* Bug: ODT export of Chinese text inserts spaces for line breaks
@ 2021-06-29 3:47 James Harkins
2021-06-29 4:43 ` tumashu
0 siblings, 1 reply; 7+ messages in thread
From: James Harkins @ 2021-06-29 3:47 UTC (permalink / raw)
To: emacs-orgmode
Consider the following org document.
* Test
1本人不想亲自拿到学历学位证书、急于离校者,可书面委托他人代领学历学位证
书,29日起即可离校;2本人想亲自领取学历学位证书者,按学校规定的程序及有关
要求办理离校手续,领取相关证书后离校;
This was produced by pasting in a single, long line, and then using alt-Q (a normal thing to do, and good for readability, because org-mode doesn't wrap lines by default).
Exporting to ODT produces the following (body text, omitting titles, headers and such).
1本人不想亲自拿到学历学位证书、急于离校者,可书面委托他人代领学历学位证 书,29日起即可离校;2本人想亲自领取学历学位证书者,按学校规定的程序及有关 要求办理离校手续,领取相关证书后离校;
Between 证 and 书, and between 关 and 要, there is a space. Chinese typography does not allow for spaces mid-sentence.
So, it would make sense to add a rule to the exporter: if one of the characters before or after a source-text line break is a Chinese, Japanese or Korean character, do not add a space. (The space is valid, of course, if the characters on either side of the line breaks are Roman or [I would guess] Cyrillic as well.)
(Side note: Exporting to a LaTeX buffer shows that the line breaks have been copied into the .tex document as is -- but, provided that you have a `usepackage{xeCJK}` in the preamble, LaTeX produces correct, space-free output. So -- Org "gets away with it" because of LaTeX's handling of CJK text. It seems for ODT, Org needs to handle the spacing within its own logic.)
This is org 9.1.9... bit old, I know, but I'm gonna take a wild guess that this has not been a high-visibility issue.
hjh
^ permalink raw reply [flat|nested] 7+ messages in thread
* Re:Bug: ODT export of Chinese text inserts spaces for line breaks
2021-06-29 3:47 Bug: ODT export of Chinese text inserts spaces for line breaks James Harkins
@ 2021-06-29 4:43 ` tumashu
2021-06-29 17:01 ` Bug: " Maxim Nikulin
0 siblings, 1 reply; 7+ messages in thread
From: tumashu @ 2021-06-29 4:43 UTC (permalink / raw)
To: James Harkins; +Cc: emacs-orgmode
[-- Attachment #1: Type: text/plain, Size: 2924 bytes --]
You can try the below config :-)
(defun eh-org-wash-text (text backend _info)

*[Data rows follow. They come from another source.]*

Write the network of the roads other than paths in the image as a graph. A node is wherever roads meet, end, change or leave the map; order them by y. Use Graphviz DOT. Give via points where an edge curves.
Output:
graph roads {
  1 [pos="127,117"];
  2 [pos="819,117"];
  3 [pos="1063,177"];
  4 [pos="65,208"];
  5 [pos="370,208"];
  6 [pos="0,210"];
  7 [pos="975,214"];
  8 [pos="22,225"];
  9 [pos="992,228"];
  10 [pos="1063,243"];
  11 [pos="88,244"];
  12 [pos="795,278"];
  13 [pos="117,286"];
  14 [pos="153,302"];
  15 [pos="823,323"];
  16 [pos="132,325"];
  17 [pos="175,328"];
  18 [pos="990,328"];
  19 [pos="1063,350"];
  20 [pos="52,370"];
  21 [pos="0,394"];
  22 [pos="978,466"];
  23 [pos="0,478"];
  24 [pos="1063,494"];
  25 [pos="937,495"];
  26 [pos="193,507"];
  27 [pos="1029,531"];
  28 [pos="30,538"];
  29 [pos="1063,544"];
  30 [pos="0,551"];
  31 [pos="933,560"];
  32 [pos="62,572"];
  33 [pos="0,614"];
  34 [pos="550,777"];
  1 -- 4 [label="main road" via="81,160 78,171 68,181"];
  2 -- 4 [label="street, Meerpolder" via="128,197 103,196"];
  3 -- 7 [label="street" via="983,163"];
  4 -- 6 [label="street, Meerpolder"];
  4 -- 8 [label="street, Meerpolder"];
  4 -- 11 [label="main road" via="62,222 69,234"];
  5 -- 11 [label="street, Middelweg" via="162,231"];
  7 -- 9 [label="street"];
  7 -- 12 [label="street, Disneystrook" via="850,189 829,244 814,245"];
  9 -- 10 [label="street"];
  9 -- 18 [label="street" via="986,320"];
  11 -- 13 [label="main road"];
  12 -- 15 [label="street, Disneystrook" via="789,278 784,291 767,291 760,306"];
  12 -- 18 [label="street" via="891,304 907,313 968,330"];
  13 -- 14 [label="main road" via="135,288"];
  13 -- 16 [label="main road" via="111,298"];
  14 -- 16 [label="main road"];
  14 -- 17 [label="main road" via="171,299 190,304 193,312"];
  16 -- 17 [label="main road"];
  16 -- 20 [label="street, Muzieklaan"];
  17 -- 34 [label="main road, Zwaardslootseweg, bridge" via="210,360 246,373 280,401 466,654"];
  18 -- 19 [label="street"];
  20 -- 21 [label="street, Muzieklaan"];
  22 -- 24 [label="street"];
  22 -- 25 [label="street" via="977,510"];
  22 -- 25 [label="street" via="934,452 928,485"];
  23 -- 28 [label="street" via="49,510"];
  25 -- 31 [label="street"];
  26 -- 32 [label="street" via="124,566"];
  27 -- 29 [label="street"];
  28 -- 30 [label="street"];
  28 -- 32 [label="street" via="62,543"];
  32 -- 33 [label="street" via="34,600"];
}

"导出 org file 时,删除中文之间不必要的空格。"
(when (or (org-export-derived-backend-p backend 'html)
(org-export-derived-backend-p backend 'odt))
(let ((regexp "[[:multibyte:]]")
(string text))
;; org-mode 默认将一个换行符转换为空格,但中文不需要这个空格,删除。
(setq string
(replace-regexp-in-string
(format "\\(%s\\) *\n *\\(%s\\)" regexp regexp)
"\\1\\2" string))
;; 删除粗体之后的空格
(dolist (str '("</b>" "</code>" "</del>" "</i>"))
(setq string
(replace-regexp-in-string
(format "\\(%s\\)\\(%s\\)[ ]+\\(%s\\)" regexp str regexp)
"\\1\\2\\3" string)))
;; 删除粗体之前的空格
(dolist (str '("<b>" "<code>" "<del>" "<i>" "<span class=\"underline\">"))
(setq string
(replace-regexp-in-string
(format "\\(%s\\)[ ]+\\(%s\\)\\(%s\\)" regexp str regexp)
"\\1\\2\\3" string)))
string)))
(add-hook 'org-export-filter-headline-functions #'eh-org-wash-text)
(add-hook 'org-export-filter-paragraph-functions #'eh-org-wash-text)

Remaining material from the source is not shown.